* [WORK ITEM]
What lines in the entries hold the string "Timur"? List them.

* [ENTRIES PROVIDED]
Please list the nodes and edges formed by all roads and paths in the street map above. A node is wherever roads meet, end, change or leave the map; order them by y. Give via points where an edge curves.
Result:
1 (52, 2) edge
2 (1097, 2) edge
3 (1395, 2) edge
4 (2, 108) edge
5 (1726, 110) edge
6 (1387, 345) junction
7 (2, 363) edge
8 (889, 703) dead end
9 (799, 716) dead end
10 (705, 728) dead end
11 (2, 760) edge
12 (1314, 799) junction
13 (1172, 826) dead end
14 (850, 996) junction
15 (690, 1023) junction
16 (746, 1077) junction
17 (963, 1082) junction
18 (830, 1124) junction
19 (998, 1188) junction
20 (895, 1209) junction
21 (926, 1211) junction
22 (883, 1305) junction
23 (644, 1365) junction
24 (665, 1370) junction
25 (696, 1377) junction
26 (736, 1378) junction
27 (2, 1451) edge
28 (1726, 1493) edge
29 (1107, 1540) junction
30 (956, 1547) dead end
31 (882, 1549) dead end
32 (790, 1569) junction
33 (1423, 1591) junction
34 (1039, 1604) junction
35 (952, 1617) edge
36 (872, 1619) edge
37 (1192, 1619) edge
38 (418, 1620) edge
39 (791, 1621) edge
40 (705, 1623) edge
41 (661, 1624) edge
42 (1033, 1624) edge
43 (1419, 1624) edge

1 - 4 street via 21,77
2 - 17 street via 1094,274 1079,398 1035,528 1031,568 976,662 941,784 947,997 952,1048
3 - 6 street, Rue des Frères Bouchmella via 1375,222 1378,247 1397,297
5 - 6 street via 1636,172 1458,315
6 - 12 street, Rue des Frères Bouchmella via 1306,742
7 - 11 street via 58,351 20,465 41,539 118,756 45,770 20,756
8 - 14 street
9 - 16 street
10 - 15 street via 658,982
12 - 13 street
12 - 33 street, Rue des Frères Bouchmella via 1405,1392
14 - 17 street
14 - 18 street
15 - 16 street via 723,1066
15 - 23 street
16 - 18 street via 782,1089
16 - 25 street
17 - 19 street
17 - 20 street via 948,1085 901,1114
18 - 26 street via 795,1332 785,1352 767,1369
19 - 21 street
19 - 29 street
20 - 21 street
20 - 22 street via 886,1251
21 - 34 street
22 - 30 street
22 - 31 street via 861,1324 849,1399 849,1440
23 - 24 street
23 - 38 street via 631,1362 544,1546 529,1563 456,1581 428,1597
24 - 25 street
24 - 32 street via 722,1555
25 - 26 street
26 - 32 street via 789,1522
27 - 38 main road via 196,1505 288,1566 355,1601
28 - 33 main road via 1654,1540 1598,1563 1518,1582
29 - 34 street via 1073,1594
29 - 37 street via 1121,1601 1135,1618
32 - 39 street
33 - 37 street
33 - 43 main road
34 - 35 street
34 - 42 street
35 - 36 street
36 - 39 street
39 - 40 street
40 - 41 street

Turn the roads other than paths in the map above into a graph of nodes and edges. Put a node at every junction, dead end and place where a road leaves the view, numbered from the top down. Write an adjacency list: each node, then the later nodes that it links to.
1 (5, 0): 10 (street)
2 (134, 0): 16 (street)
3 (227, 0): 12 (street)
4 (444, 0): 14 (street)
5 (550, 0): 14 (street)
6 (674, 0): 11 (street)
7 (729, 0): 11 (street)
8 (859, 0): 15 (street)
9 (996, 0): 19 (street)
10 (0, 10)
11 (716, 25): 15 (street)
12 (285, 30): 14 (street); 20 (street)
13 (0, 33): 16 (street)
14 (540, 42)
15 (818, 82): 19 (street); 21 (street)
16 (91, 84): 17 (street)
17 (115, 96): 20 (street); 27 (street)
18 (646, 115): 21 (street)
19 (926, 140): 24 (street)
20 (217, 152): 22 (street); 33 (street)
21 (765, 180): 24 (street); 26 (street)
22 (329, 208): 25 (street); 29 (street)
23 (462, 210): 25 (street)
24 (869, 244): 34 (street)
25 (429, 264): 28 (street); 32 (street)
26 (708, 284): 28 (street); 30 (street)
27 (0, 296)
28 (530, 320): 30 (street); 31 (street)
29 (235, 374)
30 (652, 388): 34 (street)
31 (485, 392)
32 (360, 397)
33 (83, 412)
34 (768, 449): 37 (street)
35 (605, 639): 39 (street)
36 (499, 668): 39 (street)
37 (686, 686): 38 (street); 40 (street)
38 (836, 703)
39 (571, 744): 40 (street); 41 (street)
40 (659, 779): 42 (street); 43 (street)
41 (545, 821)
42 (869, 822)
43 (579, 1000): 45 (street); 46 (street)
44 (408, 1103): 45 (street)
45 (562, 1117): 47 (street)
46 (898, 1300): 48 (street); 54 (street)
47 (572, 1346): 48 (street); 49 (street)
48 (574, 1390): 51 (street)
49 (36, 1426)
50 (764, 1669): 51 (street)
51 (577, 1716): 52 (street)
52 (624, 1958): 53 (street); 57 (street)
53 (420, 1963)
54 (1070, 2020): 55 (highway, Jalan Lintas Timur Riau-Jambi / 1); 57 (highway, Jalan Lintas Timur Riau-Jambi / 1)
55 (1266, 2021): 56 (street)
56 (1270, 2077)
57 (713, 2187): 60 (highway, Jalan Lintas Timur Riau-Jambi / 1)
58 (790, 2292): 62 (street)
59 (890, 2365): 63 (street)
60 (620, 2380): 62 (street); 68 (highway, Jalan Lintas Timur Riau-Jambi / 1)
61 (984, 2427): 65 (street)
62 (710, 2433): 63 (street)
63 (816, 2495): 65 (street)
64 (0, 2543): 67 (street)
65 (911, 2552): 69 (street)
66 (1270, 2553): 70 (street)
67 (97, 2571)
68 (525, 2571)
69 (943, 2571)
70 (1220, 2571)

* [SOLUTION]
54 (1070, 2020): 55 (highway, Jalan Lintas Timur Riau-Jambi / 1); 57 (highway, Jalan Lintas Timur Riau-Jambi / 1)
57 (713, 2187): 60 (highway, Jalan Lintas Timur Riau-Jambi / 1)
60 (620, 2380): 62 (street); 68 (highway, Jalan Lintas Timur Riau-Jambi / 1)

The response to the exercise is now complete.